■ **Exercise description**:
A single number is wanted: how many lines of the data below include the string "main"?

----------

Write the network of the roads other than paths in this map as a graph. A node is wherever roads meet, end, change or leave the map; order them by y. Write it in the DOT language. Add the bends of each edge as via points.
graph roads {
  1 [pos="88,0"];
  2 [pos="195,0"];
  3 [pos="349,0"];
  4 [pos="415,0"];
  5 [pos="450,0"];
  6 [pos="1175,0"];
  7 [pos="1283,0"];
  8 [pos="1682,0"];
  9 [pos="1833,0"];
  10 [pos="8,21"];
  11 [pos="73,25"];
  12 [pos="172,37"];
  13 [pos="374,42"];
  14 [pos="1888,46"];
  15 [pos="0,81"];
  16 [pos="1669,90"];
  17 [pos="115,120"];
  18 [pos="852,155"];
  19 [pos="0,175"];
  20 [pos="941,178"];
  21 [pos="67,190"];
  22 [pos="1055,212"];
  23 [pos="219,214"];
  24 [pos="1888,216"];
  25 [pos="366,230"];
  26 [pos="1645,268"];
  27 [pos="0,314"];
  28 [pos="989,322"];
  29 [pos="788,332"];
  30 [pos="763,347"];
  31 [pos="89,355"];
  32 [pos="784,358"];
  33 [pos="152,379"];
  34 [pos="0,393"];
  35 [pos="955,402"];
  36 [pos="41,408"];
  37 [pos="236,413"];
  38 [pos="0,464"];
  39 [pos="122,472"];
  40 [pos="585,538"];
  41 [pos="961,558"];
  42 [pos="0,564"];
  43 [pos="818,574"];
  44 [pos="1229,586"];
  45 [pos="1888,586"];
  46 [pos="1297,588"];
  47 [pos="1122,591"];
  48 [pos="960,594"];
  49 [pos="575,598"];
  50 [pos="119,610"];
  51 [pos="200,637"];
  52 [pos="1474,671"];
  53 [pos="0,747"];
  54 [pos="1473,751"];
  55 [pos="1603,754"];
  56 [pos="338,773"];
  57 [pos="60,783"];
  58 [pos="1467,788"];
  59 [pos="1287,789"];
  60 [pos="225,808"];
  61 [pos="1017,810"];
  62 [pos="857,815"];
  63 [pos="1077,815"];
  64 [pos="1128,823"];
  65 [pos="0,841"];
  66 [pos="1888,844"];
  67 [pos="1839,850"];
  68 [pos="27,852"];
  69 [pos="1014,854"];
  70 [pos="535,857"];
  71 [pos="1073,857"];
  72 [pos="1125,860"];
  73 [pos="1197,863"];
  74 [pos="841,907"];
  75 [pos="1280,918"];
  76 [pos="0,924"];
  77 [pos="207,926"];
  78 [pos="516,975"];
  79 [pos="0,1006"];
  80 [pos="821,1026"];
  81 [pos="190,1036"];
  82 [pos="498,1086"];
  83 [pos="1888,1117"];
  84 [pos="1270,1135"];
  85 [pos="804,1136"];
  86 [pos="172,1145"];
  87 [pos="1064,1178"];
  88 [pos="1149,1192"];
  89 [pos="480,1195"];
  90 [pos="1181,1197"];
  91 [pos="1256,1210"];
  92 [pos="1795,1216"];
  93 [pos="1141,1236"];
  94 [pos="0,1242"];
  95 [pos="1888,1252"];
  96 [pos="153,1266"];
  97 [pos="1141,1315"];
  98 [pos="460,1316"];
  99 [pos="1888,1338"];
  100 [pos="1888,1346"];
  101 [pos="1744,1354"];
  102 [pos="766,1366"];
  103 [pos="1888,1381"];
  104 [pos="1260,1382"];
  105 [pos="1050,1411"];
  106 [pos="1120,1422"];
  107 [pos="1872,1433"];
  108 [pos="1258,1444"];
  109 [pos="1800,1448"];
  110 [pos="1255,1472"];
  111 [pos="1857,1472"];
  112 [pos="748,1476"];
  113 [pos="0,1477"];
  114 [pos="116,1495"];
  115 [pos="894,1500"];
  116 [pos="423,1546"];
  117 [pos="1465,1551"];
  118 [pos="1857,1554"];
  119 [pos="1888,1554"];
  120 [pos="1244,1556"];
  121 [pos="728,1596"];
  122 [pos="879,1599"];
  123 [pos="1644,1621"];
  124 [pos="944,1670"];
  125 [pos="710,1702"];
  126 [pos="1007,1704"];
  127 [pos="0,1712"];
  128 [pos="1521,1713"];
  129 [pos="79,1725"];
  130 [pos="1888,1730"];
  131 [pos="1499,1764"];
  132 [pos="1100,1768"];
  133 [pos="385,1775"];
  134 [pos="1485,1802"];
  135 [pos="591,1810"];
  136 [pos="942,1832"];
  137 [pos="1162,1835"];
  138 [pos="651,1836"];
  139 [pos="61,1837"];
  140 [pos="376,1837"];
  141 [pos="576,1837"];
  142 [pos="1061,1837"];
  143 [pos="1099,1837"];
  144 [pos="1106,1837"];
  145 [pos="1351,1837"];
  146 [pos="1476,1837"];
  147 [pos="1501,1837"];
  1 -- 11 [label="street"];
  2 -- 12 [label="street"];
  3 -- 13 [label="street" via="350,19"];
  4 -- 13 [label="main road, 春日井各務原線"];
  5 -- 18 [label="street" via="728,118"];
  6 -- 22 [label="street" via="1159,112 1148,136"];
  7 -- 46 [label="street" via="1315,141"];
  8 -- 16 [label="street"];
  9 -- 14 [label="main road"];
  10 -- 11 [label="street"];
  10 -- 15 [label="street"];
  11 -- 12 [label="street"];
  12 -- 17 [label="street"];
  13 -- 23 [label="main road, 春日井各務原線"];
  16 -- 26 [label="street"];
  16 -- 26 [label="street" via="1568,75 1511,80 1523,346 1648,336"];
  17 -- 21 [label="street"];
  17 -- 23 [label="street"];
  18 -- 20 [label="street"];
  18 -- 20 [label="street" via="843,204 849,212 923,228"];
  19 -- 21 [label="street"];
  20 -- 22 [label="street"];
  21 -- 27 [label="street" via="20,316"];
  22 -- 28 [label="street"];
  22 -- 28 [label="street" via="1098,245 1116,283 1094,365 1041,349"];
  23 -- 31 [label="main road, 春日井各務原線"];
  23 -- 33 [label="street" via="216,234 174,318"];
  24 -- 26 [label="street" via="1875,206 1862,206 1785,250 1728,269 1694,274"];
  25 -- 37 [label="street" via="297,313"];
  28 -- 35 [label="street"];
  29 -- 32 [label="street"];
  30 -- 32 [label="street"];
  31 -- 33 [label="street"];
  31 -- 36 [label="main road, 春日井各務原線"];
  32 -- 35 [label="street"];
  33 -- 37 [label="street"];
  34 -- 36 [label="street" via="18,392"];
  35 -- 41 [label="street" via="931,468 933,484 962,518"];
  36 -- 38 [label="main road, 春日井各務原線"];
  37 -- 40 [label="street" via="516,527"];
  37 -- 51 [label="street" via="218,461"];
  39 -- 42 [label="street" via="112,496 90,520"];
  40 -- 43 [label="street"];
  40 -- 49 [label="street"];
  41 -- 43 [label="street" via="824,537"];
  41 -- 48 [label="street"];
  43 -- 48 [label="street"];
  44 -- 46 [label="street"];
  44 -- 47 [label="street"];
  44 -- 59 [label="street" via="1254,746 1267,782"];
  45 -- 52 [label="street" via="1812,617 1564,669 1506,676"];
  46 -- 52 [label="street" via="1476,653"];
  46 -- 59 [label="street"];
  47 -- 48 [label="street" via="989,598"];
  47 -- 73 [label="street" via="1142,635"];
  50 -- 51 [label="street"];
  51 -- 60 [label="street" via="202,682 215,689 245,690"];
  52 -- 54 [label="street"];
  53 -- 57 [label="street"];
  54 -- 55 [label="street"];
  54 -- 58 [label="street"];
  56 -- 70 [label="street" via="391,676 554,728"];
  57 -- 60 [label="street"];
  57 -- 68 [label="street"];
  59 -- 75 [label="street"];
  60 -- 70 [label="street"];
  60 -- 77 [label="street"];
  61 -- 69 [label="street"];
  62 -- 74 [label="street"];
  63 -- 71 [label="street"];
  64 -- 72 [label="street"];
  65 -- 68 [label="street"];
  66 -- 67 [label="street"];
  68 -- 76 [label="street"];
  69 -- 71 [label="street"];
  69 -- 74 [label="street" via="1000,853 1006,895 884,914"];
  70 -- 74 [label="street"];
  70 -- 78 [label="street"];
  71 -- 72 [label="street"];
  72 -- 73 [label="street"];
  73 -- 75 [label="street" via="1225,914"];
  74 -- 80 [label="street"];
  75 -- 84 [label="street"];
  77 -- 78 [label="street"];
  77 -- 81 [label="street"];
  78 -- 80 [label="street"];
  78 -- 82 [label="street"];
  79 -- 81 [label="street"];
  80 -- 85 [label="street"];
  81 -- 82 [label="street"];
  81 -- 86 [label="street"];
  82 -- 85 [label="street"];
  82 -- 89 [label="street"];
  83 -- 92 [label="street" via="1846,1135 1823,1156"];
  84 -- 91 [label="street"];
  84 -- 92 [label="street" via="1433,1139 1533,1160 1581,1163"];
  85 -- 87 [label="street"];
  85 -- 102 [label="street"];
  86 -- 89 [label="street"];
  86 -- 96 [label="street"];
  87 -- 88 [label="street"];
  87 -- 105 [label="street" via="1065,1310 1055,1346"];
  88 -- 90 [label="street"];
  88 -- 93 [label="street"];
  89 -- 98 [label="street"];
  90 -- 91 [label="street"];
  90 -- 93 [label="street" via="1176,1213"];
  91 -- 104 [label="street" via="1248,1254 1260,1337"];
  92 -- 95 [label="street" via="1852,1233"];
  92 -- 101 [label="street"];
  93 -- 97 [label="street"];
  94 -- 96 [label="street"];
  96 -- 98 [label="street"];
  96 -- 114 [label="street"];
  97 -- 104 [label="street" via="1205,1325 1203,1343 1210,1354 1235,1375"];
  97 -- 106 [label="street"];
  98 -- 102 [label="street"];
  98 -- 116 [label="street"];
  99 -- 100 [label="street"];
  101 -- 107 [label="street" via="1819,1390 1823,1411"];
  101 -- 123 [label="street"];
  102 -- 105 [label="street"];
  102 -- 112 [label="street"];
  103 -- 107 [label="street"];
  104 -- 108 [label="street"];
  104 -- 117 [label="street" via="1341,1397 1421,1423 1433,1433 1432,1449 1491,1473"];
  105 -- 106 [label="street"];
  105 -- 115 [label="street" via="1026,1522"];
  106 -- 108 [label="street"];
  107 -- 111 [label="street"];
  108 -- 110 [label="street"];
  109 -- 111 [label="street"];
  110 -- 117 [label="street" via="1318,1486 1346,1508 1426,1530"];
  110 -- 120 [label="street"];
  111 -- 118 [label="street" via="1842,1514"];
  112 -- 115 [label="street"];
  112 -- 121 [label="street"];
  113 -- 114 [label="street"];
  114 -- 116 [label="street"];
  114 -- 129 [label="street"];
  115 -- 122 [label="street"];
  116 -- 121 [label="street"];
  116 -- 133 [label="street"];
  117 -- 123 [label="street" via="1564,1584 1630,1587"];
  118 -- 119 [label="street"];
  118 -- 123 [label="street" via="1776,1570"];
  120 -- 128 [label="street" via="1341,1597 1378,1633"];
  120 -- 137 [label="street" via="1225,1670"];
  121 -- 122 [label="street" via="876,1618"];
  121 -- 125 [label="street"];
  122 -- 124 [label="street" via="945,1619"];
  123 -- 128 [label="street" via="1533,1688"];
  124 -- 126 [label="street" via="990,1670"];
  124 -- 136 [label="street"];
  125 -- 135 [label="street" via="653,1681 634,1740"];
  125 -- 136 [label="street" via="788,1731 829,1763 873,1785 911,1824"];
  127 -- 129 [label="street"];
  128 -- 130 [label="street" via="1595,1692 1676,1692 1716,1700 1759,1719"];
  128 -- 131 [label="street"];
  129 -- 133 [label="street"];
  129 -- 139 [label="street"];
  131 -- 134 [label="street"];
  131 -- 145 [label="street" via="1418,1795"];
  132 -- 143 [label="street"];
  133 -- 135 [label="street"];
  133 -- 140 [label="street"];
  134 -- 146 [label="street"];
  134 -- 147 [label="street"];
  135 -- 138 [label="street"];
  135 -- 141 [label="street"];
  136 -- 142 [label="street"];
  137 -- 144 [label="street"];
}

----------

■ **Answer**:
6